Trans-Tasman building products giant Fletcher Building (ASX:FBU) has confirmed weekend reports that it is looking to raise NZ$700 million (A$641 million) to reduce debt and provide greater financial stability. It plans to raise NZ$282 million from investment funds and NZ$418 million from current shareholders. The company has entered a trading halt on both sides of the Tasman to facilitate the first part of the fundraising.
In addition to raising funds, Fletcher Building is planning around NZ$180 million in cost cuts for the 2025 financial year. The combination of a large, dilutive capital raising and significant cost savings is always indicative of a company’s finances being under immense pressure.
As of June 30, FBU reported having NZ$311 million in cash and undrawn finance facilities of NZ$760 million, resulting in a total of NZ$1.1 billion in available liquidity—its debt has a three-year tenor. While this sounds like a solid liquidity buffer, it clearly was not deemed sufficient for the company’s survival.
There must have been more recent pressures from weak trading conditions—especially in New Zealand—that compelled the board to pursue the tried-and-true approach of quick capital issuance and cost cuts to reassure investors of its viability. The shares will be issued at NZ$2.40, down 17% from Friday's NZX close of NZ$2.89. The shares are down 42% so far in 2024 and reported a significant impairment write-down and losses of NZ$227 million for the June 30 financial year.

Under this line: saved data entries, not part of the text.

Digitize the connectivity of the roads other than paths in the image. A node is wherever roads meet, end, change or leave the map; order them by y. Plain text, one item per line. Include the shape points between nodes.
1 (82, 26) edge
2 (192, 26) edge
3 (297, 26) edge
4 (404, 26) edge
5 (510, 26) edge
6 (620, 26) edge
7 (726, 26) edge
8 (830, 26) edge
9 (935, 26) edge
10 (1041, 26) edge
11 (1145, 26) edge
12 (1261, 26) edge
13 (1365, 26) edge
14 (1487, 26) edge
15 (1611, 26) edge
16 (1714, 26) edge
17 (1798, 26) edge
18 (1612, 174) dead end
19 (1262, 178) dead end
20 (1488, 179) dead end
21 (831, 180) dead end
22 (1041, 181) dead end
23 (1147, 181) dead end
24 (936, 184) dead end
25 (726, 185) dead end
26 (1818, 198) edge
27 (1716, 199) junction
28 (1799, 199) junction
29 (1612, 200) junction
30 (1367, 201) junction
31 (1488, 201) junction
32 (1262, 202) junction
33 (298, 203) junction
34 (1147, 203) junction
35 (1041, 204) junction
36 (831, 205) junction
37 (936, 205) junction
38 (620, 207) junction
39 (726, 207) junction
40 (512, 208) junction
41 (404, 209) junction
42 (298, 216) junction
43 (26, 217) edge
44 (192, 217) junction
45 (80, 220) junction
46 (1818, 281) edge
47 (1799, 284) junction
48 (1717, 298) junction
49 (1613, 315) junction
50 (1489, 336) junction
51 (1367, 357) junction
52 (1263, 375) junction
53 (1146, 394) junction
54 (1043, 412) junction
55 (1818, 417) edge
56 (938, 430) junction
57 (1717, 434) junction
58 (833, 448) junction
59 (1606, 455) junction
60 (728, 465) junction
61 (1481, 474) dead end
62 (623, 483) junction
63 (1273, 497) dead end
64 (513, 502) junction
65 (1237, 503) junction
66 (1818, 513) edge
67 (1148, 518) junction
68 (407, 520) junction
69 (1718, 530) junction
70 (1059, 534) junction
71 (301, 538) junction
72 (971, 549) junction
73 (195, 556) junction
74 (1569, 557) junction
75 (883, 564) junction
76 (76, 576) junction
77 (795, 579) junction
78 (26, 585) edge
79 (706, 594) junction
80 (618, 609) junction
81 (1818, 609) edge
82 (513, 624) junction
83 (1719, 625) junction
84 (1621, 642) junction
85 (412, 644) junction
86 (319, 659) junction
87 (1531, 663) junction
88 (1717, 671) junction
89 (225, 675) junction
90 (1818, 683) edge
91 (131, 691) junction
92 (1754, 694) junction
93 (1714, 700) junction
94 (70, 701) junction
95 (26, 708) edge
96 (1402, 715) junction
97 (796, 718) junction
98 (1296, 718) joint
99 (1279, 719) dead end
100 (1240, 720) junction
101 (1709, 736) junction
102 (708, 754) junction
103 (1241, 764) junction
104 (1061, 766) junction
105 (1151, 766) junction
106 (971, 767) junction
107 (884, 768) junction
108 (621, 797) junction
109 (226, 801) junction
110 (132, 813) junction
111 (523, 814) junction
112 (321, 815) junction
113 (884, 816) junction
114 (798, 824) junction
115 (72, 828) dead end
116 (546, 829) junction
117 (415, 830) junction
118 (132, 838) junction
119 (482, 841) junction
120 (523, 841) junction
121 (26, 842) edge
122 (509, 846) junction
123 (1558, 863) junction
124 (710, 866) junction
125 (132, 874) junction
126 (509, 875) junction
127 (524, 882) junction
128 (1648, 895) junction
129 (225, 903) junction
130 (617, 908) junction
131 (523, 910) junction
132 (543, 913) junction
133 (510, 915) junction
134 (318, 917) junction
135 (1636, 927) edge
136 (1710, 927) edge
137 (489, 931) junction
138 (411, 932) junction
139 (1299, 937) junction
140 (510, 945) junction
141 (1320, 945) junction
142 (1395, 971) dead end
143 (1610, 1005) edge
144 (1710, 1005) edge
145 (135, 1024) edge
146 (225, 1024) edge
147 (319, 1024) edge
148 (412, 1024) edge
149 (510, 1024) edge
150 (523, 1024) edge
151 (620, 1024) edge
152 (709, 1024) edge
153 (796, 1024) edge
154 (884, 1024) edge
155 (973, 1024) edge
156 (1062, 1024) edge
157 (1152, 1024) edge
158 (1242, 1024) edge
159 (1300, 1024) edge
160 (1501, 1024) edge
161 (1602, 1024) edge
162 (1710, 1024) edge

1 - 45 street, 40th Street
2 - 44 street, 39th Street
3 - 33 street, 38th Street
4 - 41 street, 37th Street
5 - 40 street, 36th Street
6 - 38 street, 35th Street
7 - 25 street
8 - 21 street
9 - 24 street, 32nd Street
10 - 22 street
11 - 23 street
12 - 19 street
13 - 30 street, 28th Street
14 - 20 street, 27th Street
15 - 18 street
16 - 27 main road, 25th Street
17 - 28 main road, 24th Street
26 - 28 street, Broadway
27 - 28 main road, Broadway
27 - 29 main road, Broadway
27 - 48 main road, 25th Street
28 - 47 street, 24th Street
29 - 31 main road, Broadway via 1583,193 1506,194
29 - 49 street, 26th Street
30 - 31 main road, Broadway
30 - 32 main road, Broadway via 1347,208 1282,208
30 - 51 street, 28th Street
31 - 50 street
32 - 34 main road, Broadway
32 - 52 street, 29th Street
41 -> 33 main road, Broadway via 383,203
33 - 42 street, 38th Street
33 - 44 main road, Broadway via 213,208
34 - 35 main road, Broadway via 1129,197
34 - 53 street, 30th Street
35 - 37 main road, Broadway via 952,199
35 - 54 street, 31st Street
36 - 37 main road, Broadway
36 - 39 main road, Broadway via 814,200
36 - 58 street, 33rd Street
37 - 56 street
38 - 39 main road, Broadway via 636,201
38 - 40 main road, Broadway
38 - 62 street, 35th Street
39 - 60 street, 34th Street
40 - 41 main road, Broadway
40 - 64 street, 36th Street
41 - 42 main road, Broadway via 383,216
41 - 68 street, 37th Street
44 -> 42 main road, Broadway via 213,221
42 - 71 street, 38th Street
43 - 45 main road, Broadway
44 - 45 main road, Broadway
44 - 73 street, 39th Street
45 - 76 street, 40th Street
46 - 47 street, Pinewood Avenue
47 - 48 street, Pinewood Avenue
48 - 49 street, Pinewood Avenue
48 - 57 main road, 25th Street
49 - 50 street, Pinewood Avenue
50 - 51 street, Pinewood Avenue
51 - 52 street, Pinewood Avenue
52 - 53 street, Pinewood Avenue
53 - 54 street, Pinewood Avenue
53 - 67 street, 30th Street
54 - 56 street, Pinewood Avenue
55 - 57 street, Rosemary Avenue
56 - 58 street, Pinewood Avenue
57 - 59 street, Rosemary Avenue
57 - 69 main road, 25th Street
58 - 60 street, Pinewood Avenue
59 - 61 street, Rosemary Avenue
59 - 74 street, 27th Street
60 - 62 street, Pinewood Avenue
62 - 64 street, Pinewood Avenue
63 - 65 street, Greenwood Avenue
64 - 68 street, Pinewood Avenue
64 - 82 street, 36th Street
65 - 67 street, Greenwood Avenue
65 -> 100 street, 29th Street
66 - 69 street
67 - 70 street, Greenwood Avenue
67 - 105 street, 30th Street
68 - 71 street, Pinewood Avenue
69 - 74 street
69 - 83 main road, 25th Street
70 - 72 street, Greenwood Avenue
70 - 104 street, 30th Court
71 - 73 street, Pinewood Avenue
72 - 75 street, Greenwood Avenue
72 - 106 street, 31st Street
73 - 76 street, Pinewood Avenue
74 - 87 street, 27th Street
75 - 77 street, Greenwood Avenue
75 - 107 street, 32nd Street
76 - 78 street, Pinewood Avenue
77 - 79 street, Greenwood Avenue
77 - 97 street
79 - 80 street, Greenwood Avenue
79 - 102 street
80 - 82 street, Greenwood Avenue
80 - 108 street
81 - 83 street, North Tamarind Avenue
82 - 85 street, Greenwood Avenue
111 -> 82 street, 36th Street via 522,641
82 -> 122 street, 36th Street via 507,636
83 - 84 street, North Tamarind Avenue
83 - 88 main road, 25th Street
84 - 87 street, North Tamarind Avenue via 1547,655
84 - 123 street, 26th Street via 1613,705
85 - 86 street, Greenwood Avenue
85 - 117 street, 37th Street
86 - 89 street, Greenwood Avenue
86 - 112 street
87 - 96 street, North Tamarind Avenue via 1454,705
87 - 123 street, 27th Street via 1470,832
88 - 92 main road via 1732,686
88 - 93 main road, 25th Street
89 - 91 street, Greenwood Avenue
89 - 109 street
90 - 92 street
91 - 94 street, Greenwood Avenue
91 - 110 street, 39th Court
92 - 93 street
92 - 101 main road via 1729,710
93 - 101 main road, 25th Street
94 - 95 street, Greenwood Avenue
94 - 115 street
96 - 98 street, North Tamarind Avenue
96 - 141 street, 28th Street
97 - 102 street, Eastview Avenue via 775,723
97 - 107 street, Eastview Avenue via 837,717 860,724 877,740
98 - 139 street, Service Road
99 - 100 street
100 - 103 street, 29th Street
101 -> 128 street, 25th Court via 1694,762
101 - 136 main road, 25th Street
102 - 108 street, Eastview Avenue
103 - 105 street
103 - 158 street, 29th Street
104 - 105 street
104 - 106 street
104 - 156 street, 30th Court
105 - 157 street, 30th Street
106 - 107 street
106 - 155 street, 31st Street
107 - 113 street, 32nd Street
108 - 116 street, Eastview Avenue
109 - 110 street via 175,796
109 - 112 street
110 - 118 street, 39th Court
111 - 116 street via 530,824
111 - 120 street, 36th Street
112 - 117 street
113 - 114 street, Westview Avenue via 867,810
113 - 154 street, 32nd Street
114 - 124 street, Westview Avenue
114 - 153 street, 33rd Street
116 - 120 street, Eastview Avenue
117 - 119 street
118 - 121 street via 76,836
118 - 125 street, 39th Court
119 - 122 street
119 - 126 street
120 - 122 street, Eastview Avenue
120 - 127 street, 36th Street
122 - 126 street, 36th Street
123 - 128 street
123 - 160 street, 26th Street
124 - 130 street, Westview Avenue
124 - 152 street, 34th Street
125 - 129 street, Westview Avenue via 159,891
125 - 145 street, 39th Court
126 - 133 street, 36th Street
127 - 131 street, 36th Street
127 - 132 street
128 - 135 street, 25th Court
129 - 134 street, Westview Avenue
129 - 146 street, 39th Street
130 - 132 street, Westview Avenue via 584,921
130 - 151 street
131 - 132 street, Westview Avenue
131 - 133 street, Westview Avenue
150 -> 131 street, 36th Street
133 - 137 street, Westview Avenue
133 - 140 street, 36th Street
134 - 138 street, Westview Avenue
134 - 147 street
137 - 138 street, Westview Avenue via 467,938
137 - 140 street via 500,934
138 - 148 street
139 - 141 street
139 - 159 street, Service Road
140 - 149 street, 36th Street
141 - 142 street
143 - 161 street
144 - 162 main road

The troubled building products and construction company is grappling with poor demand, as house sales have declined. "The equity raise is being undertaken as a prudent measure to strengthen the company’s balance sheet and improve financial stability and resilience in the current challenging environment," it stated.
Fletcher expects market conditions to eventually recover, but an improved financial position would help it focus on operational performance, reduce pressure to sell assets, and maintain its investment credit rating.
Fletcher plans to issue 292 million new shares, or 37% of the current issued shares, which represents a significant level of dilution for existing holders. This, in itself, is a clear indication of the pressing need for new capital from FBU.